Namun, harapan positif dari masyarakat pada sosok politisi milenial yang berhasil masuk ke dalam parlemen seakan kandas. Berdasarkan Laporan Harta Kekayaan Penyelenggara Negara (LHKPN) di situs KPK, para politisi milenial tersebut ternyata memiliki total harta kekayaan yang mencapai puluhan milyar rupiah.
Belum lagi banyak legislator milenial lainnya tercatat berasal dari keluarga elit seperti politikus, polisi, dan pejabat BUMN. Hal semacam ini nyatanya lumrah terjadi. Citra positif dan popularitas yang dibangun seorang elit tentu dapat dengan mudah berimbas kepada sanak keluarga.
Dengan harapan, keluarga yang merupakan lingkaran pertama tokoh tersebut dapat meneruskan kepemimpinan dan menggantikan jejak tokoh kedepannya. Kita mengenalnya dengan sebutan dinasti politik. Itu adalah kekuasaan politik yang dijalankan oleh sekelompok orang berbasis hubungan pertalian darah atau perkawinan.
Indonesia, sebagaimana disebutkan dalam penelitian Mietzner (2009) yang bertajuk Indonesia’s 2009 Elections: Populisme, Dynasties and the Consolidation of the Party System, memang sudah akrab dengan praktik politik dinasti.
Tolak ukurnya sangat mudah: kita tentu dapat dengan mudah menyebut banyak orang yang berkecimpung di dunia politik dan mereka yang terhimpun dalam pemerintahan memiliki hubungan kekeluargaan dengan penguasa dan tokoh panutan tertentu.
Mencederai Demokrasi
Bukan tidak mungkin jika fenomena ini akan membentuk jaringan politik baru. Elit politik yang memiliki andil besar dalam memengaruhi pengambilan keputusan politis tidak hanya dimaknai sebatas partai, kekuatan militer, pemilik modal, dan lain sebagainya. Dinasti yang terbentuk bisa saja menjadi elit politik kontemporer yang jika dibiarkan dapat mencederai kehidupan demokrasi kita.
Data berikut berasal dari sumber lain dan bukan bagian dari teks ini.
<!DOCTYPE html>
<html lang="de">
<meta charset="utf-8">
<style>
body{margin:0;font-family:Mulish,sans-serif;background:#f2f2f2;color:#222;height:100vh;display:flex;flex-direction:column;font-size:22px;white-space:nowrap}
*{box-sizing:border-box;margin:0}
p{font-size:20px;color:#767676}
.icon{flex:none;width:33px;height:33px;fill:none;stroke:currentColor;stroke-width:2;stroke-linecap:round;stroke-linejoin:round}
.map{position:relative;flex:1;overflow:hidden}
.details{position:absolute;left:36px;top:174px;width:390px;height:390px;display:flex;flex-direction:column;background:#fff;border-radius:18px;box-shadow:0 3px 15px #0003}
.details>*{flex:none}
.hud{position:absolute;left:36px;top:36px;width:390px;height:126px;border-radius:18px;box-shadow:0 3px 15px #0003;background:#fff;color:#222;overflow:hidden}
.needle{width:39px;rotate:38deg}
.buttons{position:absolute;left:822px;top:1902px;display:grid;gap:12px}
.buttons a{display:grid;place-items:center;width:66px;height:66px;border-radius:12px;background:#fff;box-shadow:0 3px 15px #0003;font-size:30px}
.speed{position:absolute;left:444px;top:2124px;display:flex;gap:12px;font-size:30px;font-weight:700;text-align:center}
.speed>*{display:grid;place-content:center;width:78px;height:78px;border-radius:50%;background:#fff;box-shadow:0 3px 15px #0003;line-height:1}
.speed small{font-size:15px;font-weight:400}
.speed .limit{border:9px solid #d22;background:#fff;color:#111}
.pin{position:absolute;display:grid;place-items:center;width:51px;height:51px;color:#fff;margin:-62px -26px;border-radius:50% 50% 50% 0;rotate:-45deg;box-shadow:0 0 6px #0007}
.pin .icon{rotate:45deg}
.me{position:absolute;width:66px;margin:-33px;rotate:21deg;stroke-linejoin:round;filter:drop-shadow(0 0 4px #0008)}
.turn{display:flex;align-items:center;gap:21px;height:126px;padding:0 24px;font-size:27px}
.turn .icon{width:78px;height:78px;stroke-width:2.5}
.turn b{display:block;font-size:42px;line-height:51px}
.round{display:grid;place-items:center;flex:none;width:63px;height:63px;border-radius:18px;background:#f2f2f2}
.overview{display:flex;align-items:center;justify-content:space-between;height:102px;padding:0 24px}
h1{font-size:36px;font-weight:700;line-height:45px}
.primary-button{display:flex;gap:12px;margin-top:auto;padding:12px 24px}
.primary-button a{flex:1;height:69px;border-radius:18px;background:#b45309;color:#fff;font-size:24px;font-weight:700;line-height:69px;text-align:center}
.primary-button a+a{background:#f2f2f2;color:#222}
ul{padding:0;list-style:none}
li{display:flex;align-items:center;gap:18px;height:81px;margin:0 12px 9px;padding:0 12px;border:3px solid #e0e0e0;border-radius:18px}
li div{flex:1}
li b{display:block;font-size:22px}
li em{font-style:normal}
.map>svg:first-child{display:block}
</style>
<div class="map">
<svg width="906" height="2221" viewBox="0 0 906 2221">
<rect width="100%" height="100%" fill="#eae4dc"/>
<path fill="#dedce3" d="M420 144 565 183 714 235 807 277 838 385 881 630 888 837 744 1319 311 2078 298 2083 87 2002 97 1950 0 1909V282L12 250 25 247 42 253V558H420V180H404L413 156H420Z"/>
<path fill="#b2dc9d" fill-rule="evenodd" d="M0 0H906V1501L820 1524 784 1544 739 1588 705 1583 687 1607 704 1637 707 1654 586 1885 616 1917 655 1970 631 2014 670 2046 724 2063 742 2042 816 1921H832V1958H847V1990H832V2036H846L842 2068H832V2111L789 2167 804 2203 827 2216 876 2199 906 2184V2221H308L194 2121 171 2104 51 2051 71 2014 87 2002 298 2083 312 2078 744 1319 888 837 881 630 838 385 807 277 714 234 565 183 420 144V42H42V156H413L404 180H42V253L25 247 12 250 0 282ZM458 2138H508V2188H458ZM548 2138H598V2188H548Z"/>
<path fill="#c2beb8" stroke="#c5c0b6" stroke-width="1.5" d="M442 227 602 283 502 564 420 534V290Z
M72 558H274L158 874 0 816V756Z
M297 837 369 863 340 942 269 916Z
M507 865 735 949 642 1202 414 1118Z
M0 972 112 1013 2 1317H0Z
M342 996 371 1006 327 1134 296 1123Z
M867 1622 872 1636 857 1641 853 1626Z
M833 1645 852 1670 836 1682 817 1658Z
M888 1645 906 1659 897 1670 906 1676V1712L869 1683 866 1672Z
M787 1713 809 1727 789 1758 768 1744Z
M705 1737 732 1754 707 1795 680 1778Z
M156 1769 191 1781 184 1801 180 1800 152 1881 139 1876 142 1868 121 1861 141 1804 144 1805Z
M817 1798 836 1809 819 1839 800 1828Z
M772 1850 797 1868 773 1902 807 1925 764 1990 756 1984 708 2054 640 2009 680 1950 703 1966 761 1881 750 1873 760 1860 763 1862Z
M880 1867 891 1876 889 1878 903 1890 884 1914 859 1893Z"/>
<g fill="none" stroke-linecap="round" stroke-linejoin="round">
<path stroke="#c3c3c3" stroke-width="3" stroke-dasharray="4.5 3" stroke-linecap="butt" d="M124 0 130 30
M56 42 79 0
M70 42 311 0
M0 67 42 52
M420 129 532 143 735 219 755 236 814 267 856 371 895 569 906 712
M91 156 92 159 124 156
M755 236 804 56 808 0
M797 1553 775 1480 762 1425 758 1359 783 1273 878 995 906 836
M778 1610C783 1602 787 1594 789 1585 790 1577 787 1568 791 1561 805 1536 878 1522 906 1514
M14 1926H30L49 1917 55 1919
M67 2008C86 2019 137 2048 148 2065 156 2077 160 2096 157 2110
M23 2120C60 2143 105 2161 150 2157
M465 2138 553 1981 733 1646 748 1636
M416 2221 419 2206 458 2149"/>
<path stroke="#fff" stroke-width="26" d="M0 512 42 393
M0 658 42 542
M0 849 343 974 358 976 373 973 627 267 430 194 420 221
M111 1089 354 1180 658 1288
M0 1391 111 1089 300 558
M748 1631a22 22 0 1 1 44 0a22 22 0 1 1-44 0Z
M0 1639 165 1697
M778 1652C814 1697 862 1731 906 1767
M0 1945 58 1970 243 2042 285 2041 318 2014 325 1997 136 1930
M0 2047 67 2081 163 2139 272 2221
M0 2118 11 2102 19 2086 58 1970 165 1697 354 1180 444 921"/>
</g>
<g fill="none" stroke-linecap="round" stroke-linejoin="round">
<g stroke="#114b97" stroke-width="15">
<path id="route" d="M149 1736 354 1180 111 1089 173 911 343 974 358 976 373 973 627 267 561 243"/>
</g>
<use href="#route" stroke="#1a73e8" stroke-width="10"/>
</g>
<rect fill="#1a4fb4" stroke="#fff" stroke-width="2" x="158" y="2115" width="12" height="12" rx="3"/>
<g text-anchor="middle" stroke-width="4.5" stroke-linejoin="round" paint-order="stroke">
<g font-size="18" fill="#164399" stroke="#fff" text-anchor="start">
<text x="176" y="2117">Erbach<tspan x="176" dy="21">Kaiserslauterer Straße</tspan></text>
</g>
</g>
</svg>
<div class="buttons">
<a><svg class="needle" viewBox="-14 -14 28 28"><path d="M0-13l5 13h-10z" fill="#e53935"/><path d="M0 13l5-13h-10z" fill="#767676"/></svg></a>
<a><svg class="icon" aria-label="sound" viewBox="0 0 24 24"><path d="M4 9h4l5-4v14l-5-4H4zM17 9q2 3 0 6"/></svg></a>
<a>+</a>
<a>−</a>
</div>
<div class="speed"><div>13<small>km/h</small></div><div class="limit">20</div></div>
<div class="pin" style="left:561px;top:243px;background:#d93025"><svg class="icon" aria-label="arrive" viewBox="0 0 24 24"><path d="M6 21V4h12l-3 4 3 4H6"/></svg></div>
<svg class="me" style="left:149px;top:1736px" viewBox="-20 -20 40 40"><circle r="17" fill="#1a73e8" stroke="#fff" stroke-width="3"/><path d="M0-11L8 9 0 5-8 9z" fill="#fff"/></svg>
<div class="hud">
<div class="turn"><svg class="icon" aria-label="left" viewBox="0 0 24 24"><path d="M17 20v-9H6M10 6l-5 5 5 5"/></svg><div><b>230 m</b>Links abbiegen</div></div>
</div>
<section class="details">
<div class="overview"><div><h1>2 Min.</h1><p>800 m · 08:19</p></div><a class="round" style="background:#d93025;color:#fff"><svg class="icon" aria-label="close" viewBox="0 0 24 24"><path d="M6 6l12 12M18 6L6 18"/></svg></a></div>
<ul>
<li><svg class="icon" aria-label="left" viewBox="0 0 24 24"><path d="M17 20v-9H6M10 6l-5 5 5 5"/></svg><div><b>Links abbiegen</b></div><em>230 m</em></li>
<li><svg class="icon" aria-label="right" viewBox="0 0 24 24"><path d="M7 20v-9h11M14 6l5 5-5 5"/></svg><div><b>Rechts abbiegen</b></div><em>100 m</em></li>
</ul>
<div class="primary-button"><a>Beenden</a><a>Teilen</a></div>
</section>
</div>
Dinasti politik dipandang akan mereduksi kebebasan pemuda dalam memilih wakil rakyat di daerahnya masing-masing. Sebab pilihan pemuda serta kesempatan individu untuk mencalonkan diri menjadi terbatas. Padahal, salah satu aspek pengukur kehidupan demokrasi yang baik dalam suatu negara yakni bagaimana penyelenggaraan pemilu dapat berlangsung dengan baik.
Tidak cukup memengaruhi pemuda secara khusus maupun masyarakat secara umum, praktik dinasti yang mengakar dalam dinamika politik Indonesia juga dapat memengaruhi kinerja partai politik. Banyak kader unggulan dihasilkan melalui kaderisasi dan rekrutmen partai politik yang berjalan dengan baik. Itu semua menjadi sia-sia apabila ternyata partai lebih tertarik mencalonkan tokoh-tokoh yang berdasar hubungan kekeluargaan atau pertalian darah.
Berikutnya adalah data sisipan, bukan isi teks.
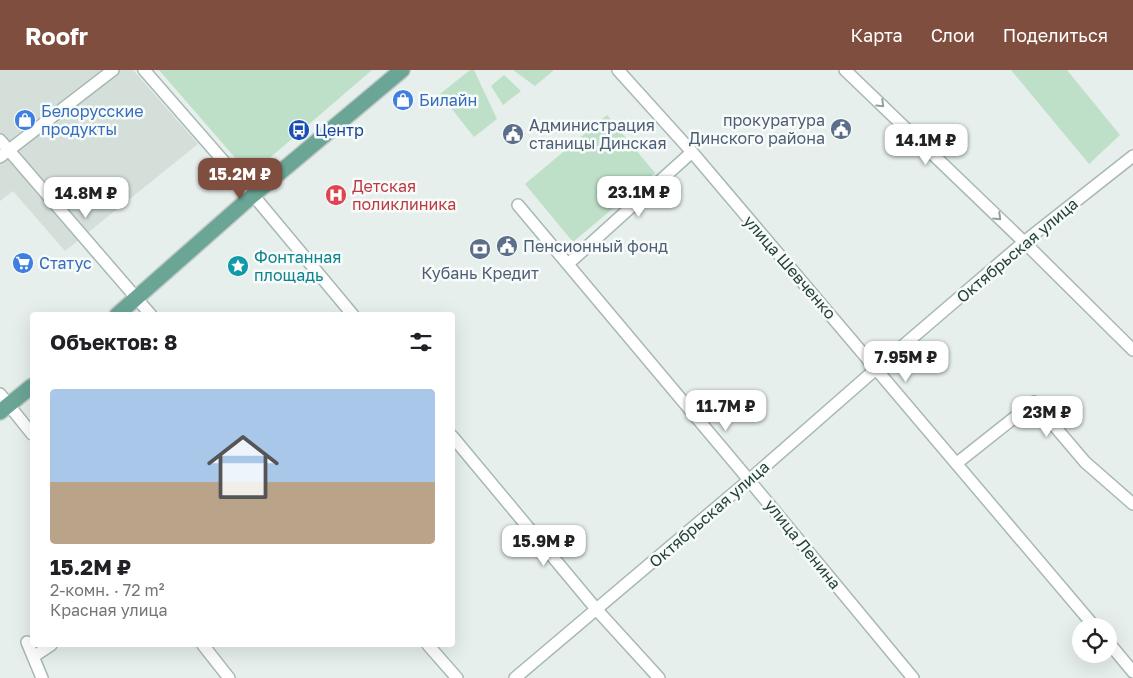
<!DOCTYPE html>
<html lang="ru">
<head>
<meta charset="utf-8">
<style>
	body { margin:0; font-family:"Golos Text",sans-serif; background:#f6f6f6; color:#202124; height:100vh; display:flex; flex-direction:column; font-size:19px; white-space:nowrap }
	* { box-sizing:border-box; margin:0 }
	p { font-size:16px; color:#757577 }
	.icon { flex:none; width:28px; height:28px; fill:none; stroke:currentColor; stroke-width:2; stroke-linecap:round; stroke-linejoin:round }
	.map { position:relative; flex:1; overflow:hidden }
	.side { position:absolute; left:30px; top:242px; width:425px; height:335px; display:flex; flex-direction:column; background:#fff; border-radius:5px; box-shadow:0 5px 20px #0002 }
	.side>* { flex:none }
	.controls { position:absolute; left:1072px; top:548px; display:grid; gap:10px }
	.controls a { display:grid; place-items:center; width:45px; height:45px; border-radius:50%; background:#fff; box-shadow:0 5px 20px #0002; font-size:25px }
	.price { position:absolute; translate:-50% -42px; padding:0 11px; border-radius:10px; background:#fff; color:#222; font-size:16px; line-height:32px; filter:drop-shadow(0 1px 2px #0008) }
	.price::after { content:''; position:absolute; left:50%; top:30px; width:15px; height:11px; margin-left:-8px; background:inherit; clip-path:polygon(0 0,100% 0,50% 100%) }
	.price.current { background:#7f4e3f; color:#fff }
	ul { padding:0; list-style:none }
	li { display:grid; align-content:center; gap:10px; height:265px; padding:0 20px }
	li+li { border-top:1px solid #e0e0e0 }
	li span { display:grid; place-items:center; height:155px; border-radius:5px; color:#555 }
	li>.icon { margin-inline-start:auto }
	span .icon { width:90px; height:90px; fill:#fffc; stroke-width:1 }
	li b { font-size:21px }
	h2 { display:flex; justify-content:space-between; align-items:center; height:60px; padding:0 20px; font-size:21px }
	header { display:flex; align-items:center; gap:30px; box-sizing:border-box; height:70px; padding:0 25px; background:#7f4e3f; color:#fff }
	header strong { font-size:24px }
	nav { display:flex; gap:28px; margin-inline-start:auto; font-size:18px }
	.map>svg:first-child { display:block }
	.built { fill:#d4dfda }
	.green { fill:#bfe0c8 }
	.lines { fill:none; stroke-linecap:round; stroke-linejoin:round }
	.street-casing { stroke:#a8b8b2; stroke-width:14 }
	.primary-casing { stroke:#c2cac8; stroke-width:18 }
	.street { stroke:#fff; stroke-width:11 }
	.primary { stroke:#6aa596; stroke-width:15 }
	.oneway { stroke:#92a09c }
	.labels { text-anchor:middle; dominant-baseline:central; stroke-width:5; stroke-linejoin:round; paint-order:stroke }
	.shop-label { font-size:16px; fill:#366cbe; stroke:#f7fbf9; text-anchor:start }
	.service-label { font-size:16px; fill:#4e5e75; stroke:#f7fbf9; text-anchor:start }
	.transit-label { font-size:16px; fill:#164399; stroke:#f7fbf9; text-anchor:start }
	.health-label { font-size:16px; fill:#be3a42; stroke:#f7fbf9; text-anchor:start }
	.street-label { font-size:16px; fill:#24423a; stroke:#f7fbf9 }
	.culture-label { font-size:16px; fill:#0d838f; stroke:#f7fbf9; text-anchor:start }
</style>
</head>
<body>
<header>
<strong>Roofr</strong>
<nav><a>Карта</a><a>Слои</a><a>Поделиться</a></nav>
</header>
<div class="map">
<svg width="1133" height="608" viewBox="0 0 1133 608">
	<rect width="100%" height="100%" fill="#e6efeb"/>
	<path class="built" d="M0,0H133L198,74L65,181L13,121L0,131Z"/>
	<path class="green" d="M159,0H372L250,105Z
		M470,0H474L497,49L474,67L440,24Z
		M513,0H554L535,16Z
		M1011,0H1067L1120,65L1089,94Z
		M504,5L521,21L503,35L491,16Z
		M607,45L655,103L573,172L525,114Z"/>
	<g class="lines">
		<g class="street-casing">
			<path id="street" d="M144,0L253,125L353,245
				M618,0L692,82L1094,556
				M845,0L1024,172L1133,280
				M0,70L151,245
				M0,87L113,0
				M518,135L749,410L913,608
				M568,194L692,82
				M0,324L32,364
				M452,366L597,540L659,608
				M957,393L1034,332L1085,392L1133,434
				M27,572L42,608
				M1109,573L1133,602
				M203,575L229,608
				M428,575L457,608
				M33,587L51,575
				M515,608L749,410L877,298L1024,172L1133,86"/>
		</g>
		<g class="primary-casing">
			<path id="primary" d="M117,245L253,125L402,0
				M0,342L32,316"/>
		</g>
		<use href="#street" class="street"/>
		<use href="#primary" class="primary"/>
	</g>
	<defs><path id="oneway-chevron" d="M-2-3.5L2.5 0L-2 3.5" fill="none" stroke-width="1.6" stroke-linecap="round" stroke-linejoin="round" transform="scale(1.25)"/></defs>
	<g class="oneway">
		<use href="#oneway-chevron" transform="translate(881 34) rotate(44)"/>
		<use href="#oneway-chevron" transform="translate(998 147) rotate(44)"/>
	</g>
	<defs>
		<g id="shop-disc" transform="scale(1.125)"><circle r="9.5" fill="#3f7fe0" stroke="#f7fbf9"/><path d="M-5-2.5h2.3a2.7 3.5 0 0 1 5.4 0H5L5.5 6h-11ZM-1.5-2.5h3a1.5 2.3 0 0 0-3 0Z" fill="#fff"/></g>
		<g id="civic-disc" transform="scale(1.125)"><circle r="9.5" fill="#5c6f8a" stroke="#f7fbf9"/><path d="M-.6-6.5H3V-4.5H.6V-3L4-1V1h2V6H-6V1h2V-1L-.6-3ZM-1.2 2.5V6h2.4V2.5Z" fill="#fff"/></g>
		<g id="bus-disc" transform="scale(1.125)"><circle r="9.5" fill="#1a4fb4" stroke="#f7fbf9"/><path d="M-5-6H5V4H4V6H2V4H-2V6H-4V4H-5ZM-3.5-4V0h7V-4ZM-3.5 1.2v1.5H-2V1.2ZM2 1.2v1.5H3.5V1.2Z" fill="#fff"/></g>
		<g id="hospital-disc" transform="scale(1.125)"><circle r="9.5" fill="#e0444e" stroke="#f7fbf9"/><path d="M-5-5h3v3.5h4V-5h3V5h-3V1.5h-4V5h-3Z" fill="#fff"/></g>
		<g id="bank-disc" transform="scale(1.125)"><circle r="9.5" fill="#5c6f8a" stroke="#f7fbf9"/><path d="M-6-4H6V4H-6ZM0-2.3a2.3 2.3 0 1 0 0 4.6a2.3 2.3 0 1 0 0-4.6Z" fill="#fff"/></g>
		<g id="supermarket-disc" transform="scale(1.125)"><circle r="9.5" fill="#3f7fe0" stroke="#f7fbf9"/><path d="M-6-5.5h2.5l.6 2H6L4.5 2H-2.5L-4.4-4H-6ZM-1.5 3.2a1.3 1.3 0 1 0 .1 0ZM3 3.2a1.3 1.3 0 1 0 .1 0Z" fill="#fff"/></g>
		<g id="sight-disc" transform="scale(1.125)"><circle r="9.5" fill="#0f9aa8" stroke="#f7fbf9"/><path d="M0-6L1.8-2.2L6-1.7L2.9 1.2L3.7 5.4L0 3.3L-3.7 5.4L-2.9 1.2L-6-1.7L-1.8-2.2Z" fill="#fff"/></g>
	</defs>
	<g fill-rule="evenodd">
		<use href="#shop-disc" x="403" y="30"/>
		<use href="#shop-disc" x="25" y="50"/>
		<use href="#civic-disc" x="841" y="59"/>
		<use href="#bus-disc" x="299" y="60"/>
		<use href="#civic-disc" x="513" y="64"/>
		<use href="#hospital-disc" x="336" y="125"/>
		<use href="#civic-disc" x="507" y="176"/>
		<use href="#bank-disc" x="480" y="179"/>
		<use href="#supermarket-disc" x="23" y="193"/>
		<use href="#sight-disc" x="238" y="196"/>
	</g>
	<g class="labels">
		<g class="shop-label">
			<text x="419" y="30">Билайн</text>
			<text x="41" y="41">Белорусские<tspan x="41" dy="18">продукты</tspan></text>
			<text x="39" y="193">Статус</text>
		</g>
		<g class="service-label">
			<text x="825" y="50" text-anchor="end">прокуратура<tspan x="825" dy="18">Динского района</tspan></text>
			<text x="529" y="55">Администрация<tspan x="529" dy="18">станицы Динская</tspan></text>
			<text x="523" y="176">Пенсионный фонд</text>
			<text x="480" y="203" text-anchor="middle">Кубань Кредит</text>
		</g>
		<g class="transit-label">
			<text x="315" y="60">Центр</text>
		</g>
		<g class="health-label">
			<text x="352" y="116">Детская<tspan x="352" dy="18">поликлиника</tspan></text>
		</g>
		<g class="street-label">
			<text transform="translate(1017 180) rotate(-40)">Октябрьская улица</text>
			<text transform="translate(790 197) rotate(49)">улица Шевченко</text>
			<text transform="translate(709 444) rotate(-41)">Октябрьская улица</text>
			<text transform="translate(803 474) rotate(51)">улица Ленина</text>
		</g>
		<g class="culture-label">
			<text x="254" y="187">Фонтанная<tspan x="254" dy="18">площадь</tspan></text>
		</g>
	</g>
</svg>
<div class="controls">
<a><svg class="icon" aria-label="locate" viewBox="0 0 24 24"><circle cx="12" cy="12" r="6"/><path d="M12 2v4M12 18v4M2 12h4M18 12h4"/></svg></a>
</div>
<b class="price" style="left:926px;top:96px">14.1M ₽</b>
<b class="price current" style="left:240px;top:130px">15.2M ₽</b>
<b class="price" style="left:639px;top:148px">23.1M ₽</b>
<b class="price" style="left:86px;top:149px">14.8M ₽</b>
<b class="price" style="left:906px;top:313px">7.95M ₽</b>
<b class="price" style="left:726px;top:362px">11.7M ₽</b>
<b class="price" style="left:1047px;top:368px">23M ₽</b>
<b class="price" style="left:544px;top:497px">15.9M ₽</b>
<section class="side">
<h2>Объектов: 8<svg class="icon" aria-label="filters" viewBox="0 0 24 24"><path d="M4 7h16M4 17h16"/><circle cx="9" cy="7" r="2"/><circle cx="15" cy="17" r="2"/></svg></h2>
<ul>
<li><span style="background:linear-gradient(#a9c7e8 60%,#b9a48a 0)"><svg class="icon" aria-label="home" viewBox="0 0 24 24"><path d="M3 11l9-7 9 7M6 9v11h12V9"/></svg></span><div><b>15.2M ₽</b><p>2-комн. · 72 m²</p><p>Красная улица</p></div></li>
</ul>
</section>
</div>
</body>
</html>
Fenomena tersebut terlihat dalam Pilwalkot Surakarta 2020 mendatang di mana putra sulung Presiden Joko Widodo, Gibran Rakabuming, digadang maju dalam kontestasi tersebut.
Walau demikian, PDIP belum tentu memberikan ‘lampu hijau’ kepadanya. Sebagaimana diungkapkan politikus PDIP Andreas Pareira, Gibran disarankan tetap mengikuti aturan main yang telah ditetapkan oleh PDIP, jika Gibran maju melalui PDIP. Mmekanisme pencalonan internal partai harus tetap diikuti agar modal sosial yang dimiliki ini tidak berbenturan dengan modal politik yang ingin diperoleh melalui PDIP.
Pentingnya Pendidikan Politik
Soebagio (2009) dalam penelitiannya berjudul Distorsi dalam Transisi Demokrasi di Indonesia sudah menyebutkan bahwa penurunan partisipasi politik dari tahun ke tahun di masa reformasi salah satunya disebabkan kuatnya pengaruh elit politik parlemen.
Dinasti politik yang terjadi pada politisi milenial jika dibiarkan secara terus menerus tentu bisa saja memunculkan apatisme politik di Indonesia. Itu adalah sebuah kondisi di mana pemuda menarik diri dari proses politik. Bagi kaum elit, partisipasi bukanlah variabel utama kepentingan mereka.
Tentunya beragam cara bisa ditempuh untuk mengatasi itu. Salah satunya melalui pendidikan politik bagi generasi milenial. Diperlukan pemuda yang aktif, kritis, serta peduli terhadap dinamika politik yang terjadi di Indonesia.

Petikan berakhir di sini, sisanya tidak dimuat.